“Last year, nearly a dozen bills were introduced by state legislators to address some aspect of New Jersey’s liquor laws. Most of those efforts died when the legislative session ended Tuesday. But supporters of two key proposals — one that would make it easier for small restaurants to obtain liquor licenses, and one that would allow certain supermarkets to hold more than two liquor licenses — say they plan to continue the fight this year, and they are confident about their chances. But they acknowledge they’ve said that before, and New Jersey’s liquor laws have held fast,” as seen in this article.
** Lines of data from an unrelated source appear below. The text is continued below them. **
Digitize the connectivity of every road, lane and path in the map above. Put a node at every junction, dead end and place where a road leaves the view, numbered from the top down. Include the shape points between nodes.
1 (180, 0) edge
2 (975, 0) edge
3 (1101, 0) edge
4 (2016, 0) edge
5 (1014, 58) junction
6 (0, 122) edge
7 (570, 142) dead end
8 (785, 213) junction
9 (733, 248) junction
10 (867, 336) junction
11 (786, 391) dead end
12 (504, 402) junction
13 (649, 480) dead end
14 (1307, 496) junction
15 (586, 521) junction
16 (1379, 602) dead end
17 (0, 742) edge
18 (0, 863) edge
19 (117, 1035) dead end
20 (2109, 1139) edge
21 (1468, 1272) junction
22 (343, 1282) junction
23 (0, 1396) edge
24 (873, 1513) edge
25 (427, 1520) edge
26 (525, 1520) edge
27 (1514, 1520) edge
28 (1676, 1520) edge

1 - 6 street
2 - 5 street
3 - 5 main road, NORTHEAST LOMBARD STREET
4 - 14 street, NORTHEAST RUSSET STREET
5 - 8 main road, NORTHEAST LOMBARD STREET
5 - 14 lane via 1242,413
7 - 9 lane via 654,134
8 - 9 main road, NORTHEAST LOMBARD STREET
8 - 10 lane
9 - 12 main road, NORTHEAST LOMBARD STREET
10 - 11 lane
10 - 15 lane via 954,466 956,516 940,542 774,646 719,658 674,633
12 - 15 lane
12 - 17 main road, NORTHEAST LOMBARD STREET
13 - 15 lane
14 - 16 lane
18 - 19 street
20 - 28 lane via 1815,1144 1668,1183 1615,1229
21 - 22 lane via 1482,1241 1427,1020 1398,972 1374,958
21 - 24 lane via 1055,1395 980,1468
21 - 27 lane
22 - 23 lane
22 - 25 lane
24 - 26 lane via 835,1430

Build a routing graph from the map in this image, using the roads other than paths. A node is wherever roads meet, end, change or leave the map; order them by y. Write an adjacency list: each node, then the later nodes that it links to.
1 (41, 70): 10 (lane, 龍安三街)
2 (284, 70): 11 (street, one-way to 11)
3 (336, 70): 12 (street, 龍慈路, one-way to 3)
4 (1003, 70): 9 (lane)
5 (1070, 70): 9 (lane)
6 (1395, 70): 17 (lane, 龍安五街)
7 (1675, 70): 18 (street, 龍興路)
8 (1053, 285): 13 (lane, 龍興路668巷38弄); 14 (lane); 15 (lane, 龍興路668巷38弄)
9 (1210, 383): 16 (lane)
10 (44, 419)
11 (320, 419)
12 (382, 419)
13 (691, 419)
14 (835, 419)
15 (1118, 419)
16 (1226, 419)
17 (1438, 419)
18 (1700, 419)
The article continues, “but some supporters of change think the opposition to liquor-license reform may be weakening. Attorney Ted Zangari, a chairman of the real estate practice at Sill Cummis & Gross in Newark, has been pushing for changes that would create licenses for more than a decade, and said he sees less resistance each year.
‘Never before have I seen the mood on the part of restaurant stakeholders more resigned to the fact that change is inevitable,’ Zangari said. Behind that acceptance, he said, is a realization that the economy — in the era of Uber, e-commerce and industry disruptors — is changing so rapidly that outdated New Jersey laws originating in the post-Prohibition years have to change, too.
‘All of these anachronisms left in New Jersey need to go away if we’re going to maintain any modicum of being a business-friendly state,’ Zangari said.”